Sun 11 Apr 2021 05:32:36 AM UTC
Sun 11 Apr 2021 05:32:44 AM UTC

The reason is that date doesn't receive input in stdin, any attempt to write to it will be answered with a SIGPIPE and the whole (bash) shell (what is at the left of the |) will close. Breaking any other command in the list.

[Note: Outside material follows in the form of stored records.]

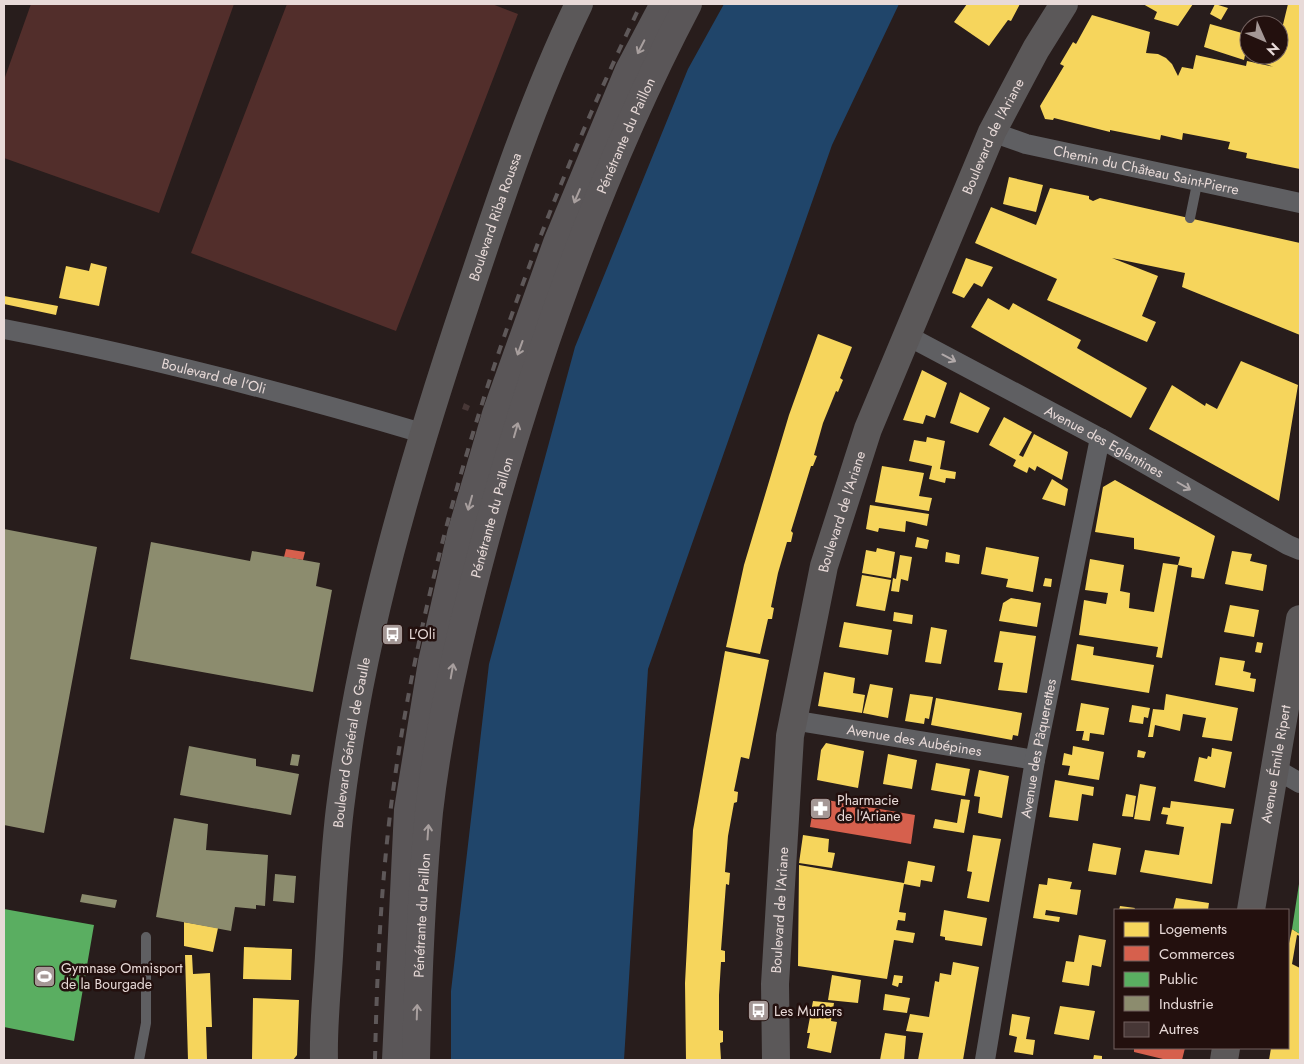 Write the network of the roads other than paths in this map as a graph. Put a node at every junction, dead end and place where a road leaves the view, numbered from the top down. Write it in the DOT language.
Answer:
graph roads {
  1 [pos="579,4"];
  2 [pos="664,4"];
  3 [pos="688,4"];
  4 [pos="1064,4"];
  5 [pos="992,132"];
  6 [pos="1198,179"];
  7 [pos="1300,203"];
  8 [pos="1190,218"];
  9 [pos="4,329"];
  10 [pos="906,335"];
  11 [pos="422,433"];
  12 [pos="1100,438"];
  13 [pos="1300,550"];
  14 [pos="1300,619"];
  15 [pos="792,720"];
  16 [pos="1034,760"];
  17 [pos="1274,768"];
  18 [pos="1300,783"];
  19 [pos="1251,909"];
  20 [pos="146,937"];
  21 [pos="139,1060"];
  22 [pos="324,1060"];
  23 [pos="396,1060"];
  24 [pos="416,1060"];
  25 [pos="776,1060"];
  26 [pos="985,1060"];
  1 -- 11 [label="street, Boulevard Riba Roussa"];
  2 -- 23 [label="main road, Pénétrante du Paillon, one-way"];
  24 -- 3 [label="main road, Pénétrante du Paillon, one-way"];
  4 -- 5 [label="street, Boulevard de l'Ariane"];
  5 -- 6 [label="street, Chemin du Château Saint-Pierre"];
  5 -- 10 [label="street, Boulevard de l'Ariane"];
  6 -- 7 [label="street, Chemin du Château Saint-Pierre"];
  6 -- 8 [label="lane"];
  9 -- 11 [label="street, Boulevard de l'Oli"];
  10 -- 12 [label="street, Avenue des Eglantines, one-way"];
  10 -- 15 [label="street, Boulevard de l'Ariane"];
  11 -- 22 [label="street, Boulevard Général de Gaulle"];
  12 -- 13 [label="street, Avenue des Eglantines, one-way"];
  12 -- 16 [label="street, Avenue des Pâquerettes"];
  14 -- 17 [label="street, Avenue Émile Ripert"];
  15 -- 16 [label="street, Avenue des Aubépines"];
  15 -- 25 [label="street, Boulevard de l'Ariane"];
  16 -- 26 [label="street, Avenue des Pâquerettes"];
  17 -- 18 [label="street"];
  17 -- 19 [label="street, Avenue Émile Ripert"];
  20 -- 21 [label="lane"];
} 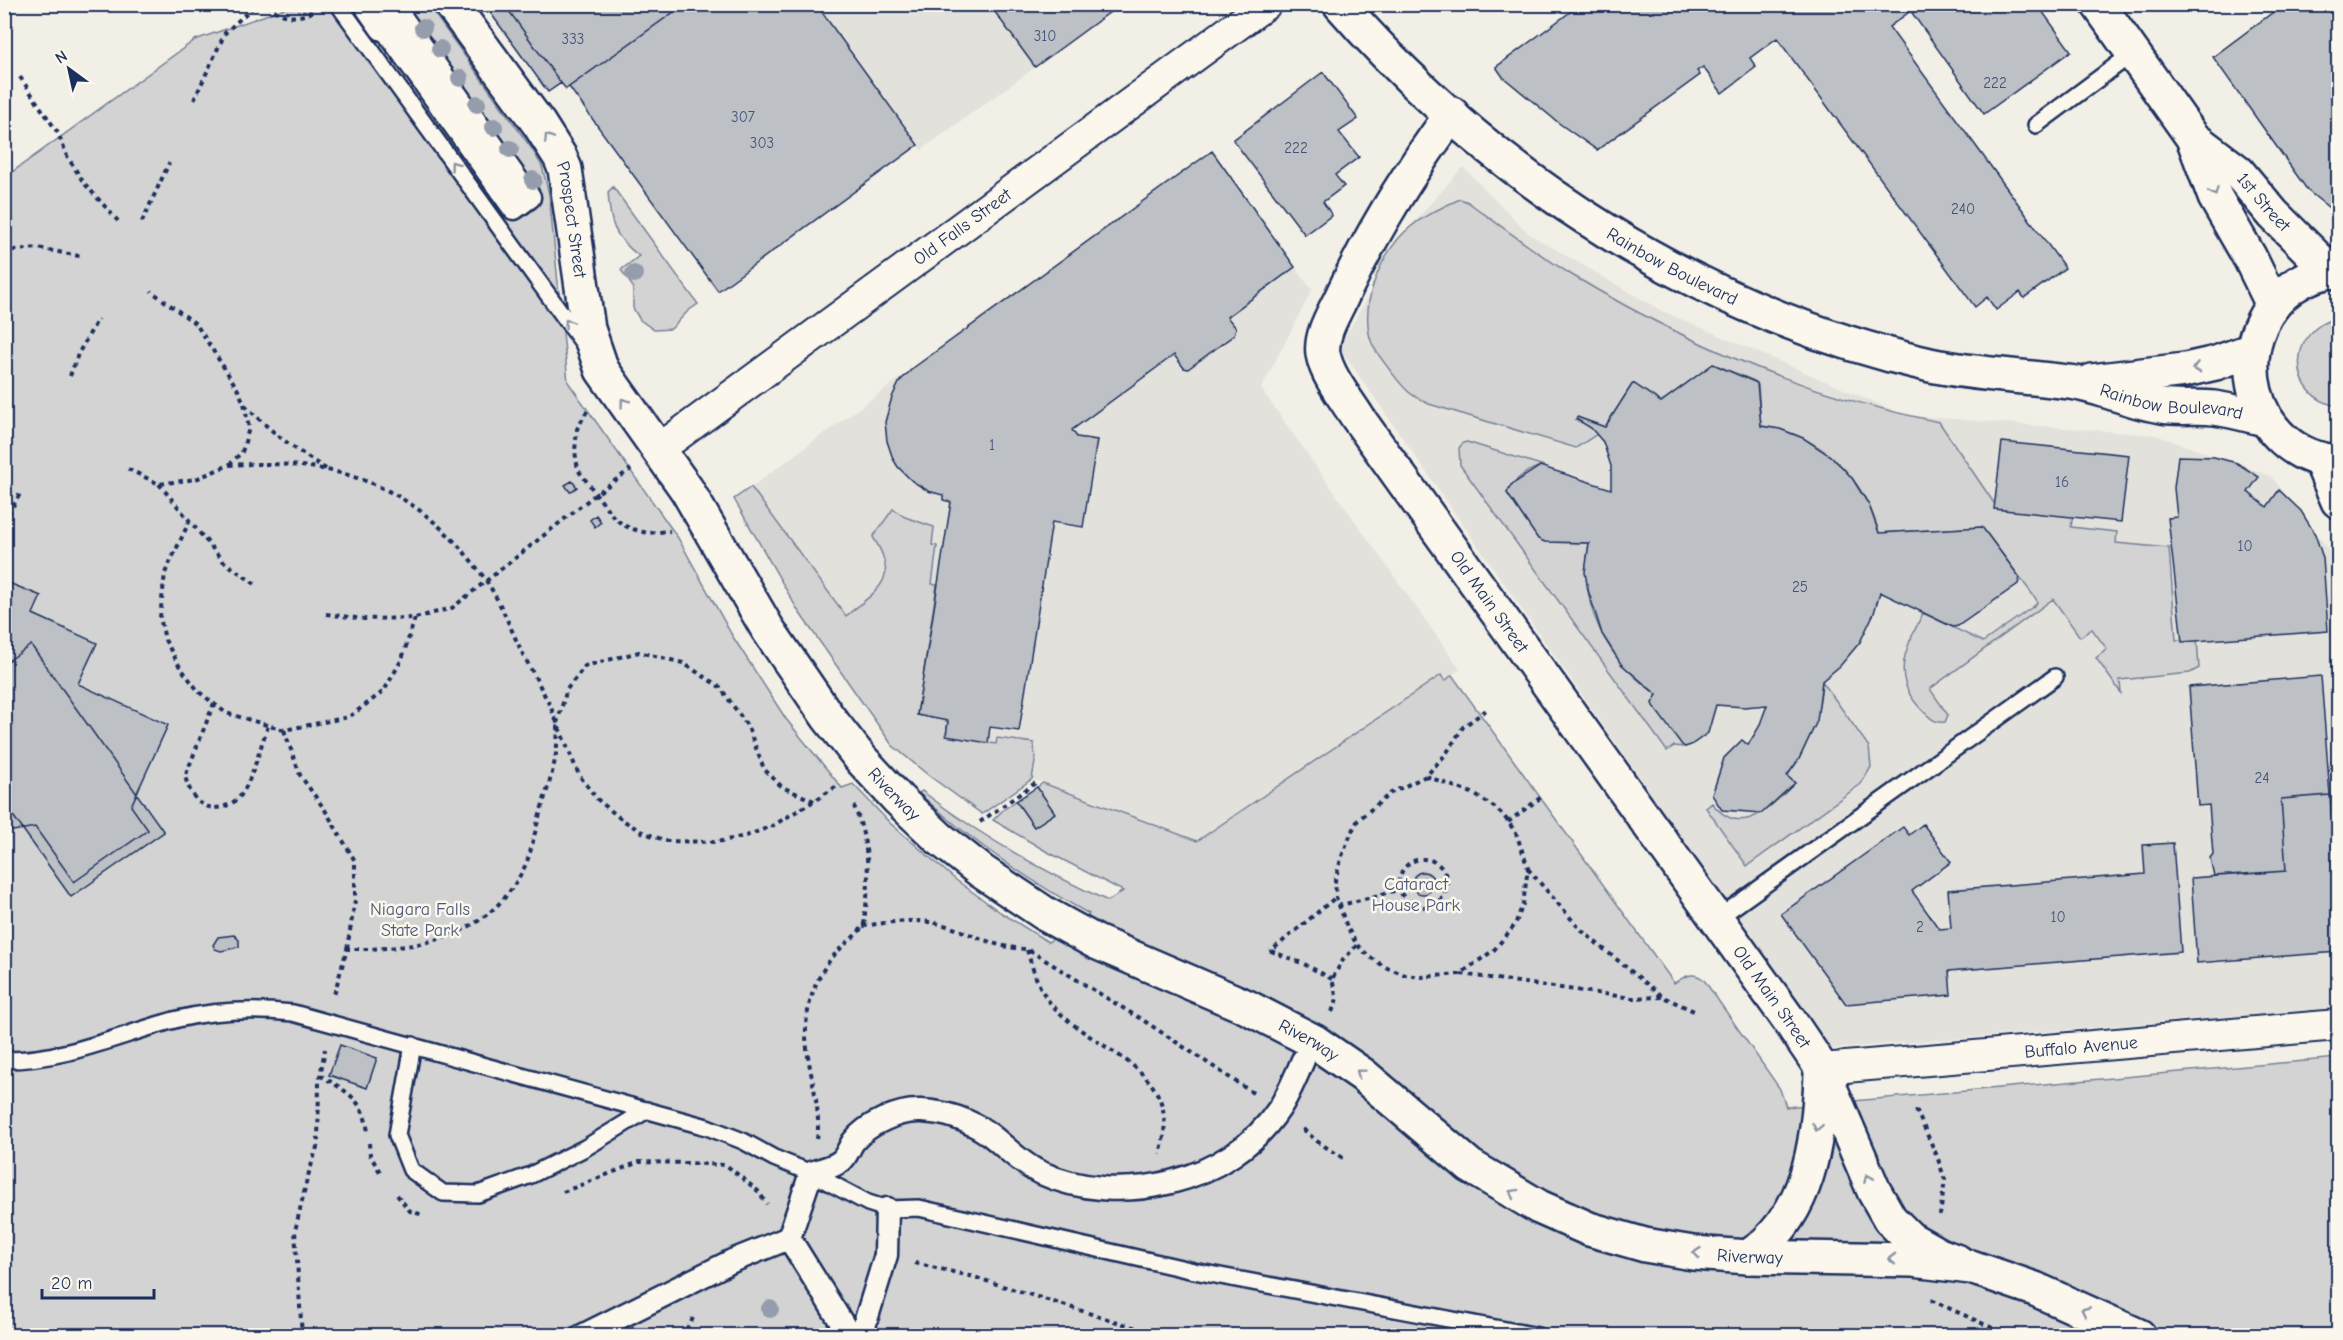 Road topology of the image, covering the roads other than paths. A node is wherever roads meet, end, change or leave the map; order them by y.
1 (338, 4) edge
2 (374, 4) edge
3 (391, 4) edge
4 (451, 4) edge
5 (1266, 4) edge
6 (1340, 4) edge
7 (2098, 4) edge
8 (2133, 53) junction
9 (1452, 114) junction
10 (2036, 125) dead end
11 (2193, 138) junction
12 (2334, 271) edge
13 (2273, 304) junction
14 (2252, 350) junction
15 (602, 370) junction
16 (2077, 383) junction
17 (2265, 419) junction
18 (648, 457) junction
19 (2330, 460) edge
20 (2338, 501) edge
21 (2055, 677) dead end
22 (1718, 918) junction
23 (2338, 1025) edge
24 (413, 1045) junction
25 (4, 1060) edge
26 (1304, 1060) dead end
27 (1822, 1069) junction
28 (647, 1110) junction
29 (811, 1173) junction
30 (887, 1209) junction
31 (789, 1238) junction
32 (1748, 1257) junction
33 (1971, 1266) junction
34 (582, 1335) edge
35 (850, 1335) edge
36 (861, 1335) edge
37 (1538, 1335) edge
38 (2139, 1335) edge

15 -> 1 lane
2 - 3 street
15 -> 4 main road, Prospect Street
5 - 18 street, Old Falls Street
6 - 9 main road, Rainbow Boulevard
7 - 8 main road, 1st Street
8 - 10 lane
8 - 11 main road, 1st Street
9 - 16 main road, Rainbow Boulevard
9 - 22 main road, Old Main Street
11 - 12 main road, 1st Street
11 -> 13 main road, 1st Street
12 - 13 main road
13 - 14 main road
14 -> 16 main road, Rainbow Boulevard
14 - 17 main road
18 -> 15 main road, Prospect Street
16 - 17 main road, Rainbow Boulevard
17 - 19 main road
32 -> 18 main road, Riverway
19 - 20 main road
21 - 22 lane
22 - 27 main road, Old Main Street
23 - 27 street, Buffalo Avenue
24 - 25 lane
24 - 28 lane
24 - 28 lane
26 - 29 street
27 -> 32 main road
33 -> 27 main road, Old Main Street
28 - 29 lane
29 - 30 lane
29 - 31 street
30 - 36 street
30 - 37 lane
31 - 34 street
31 - 35 street
33 -> 32 main road, Riverway
38 -> 33 main road, Riverway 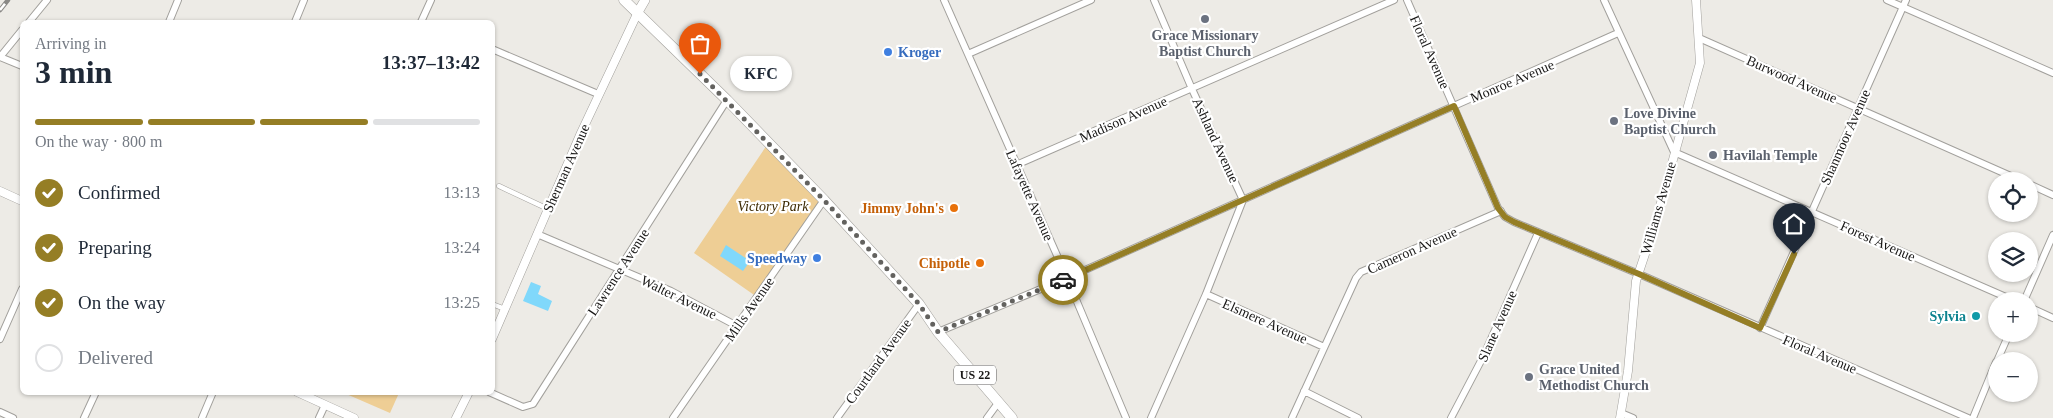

The reason for the very first echo on your example to succeed is time dependent:

  1. At the beginning, the running shell will set up the pipe |.
  2. To do that, it opens a child where the command date is started.
  3. Without waiting for anything, the shell returns to the other side of the pipe and (in another child) asks it to execute echo ${test}.
  4. Since the pipe is still open (date haven't closed it) the output of the echo is buffered and the command sleep 4s gets executed.
  5. The date command gets enough time to end and close the pipe.
  6. Now, with the pipe closed the next echo will not be able to write to it. It will cause a SIGPIPE.
  7. On receiving a SIGPIPE the child shell on the left side of the | exits completely (the echo is a builtin and errors on built-ins cause the failure of the whole shell).
  8. No more commands on the pipe will be executed.

That is why this:

$ (sleep 1; echo test; sleep 4s; echo hop2 >&2; ) | date ; date 

Sun 11 Apr 2021 06:10:04 AM UTC
Sun 11 Apr 2021 06:10:05 AM UTC

Doesn't even print the first echo. The time could be as small as 0.1 seconds. That is enough to allow date to end.

It even could be a call to an external command that delay the echo just enough:

(/usr/bin/true; echo test; sleep 4s; echo confirm >&2 ) | date; date
Sun 11 Apr 2021 06:27:01 AM UTC
Sun 11 Apr 2021 06:27:01 AM UTC

Your for loop is just the above repeated three times. Thus only four seconds between each loop.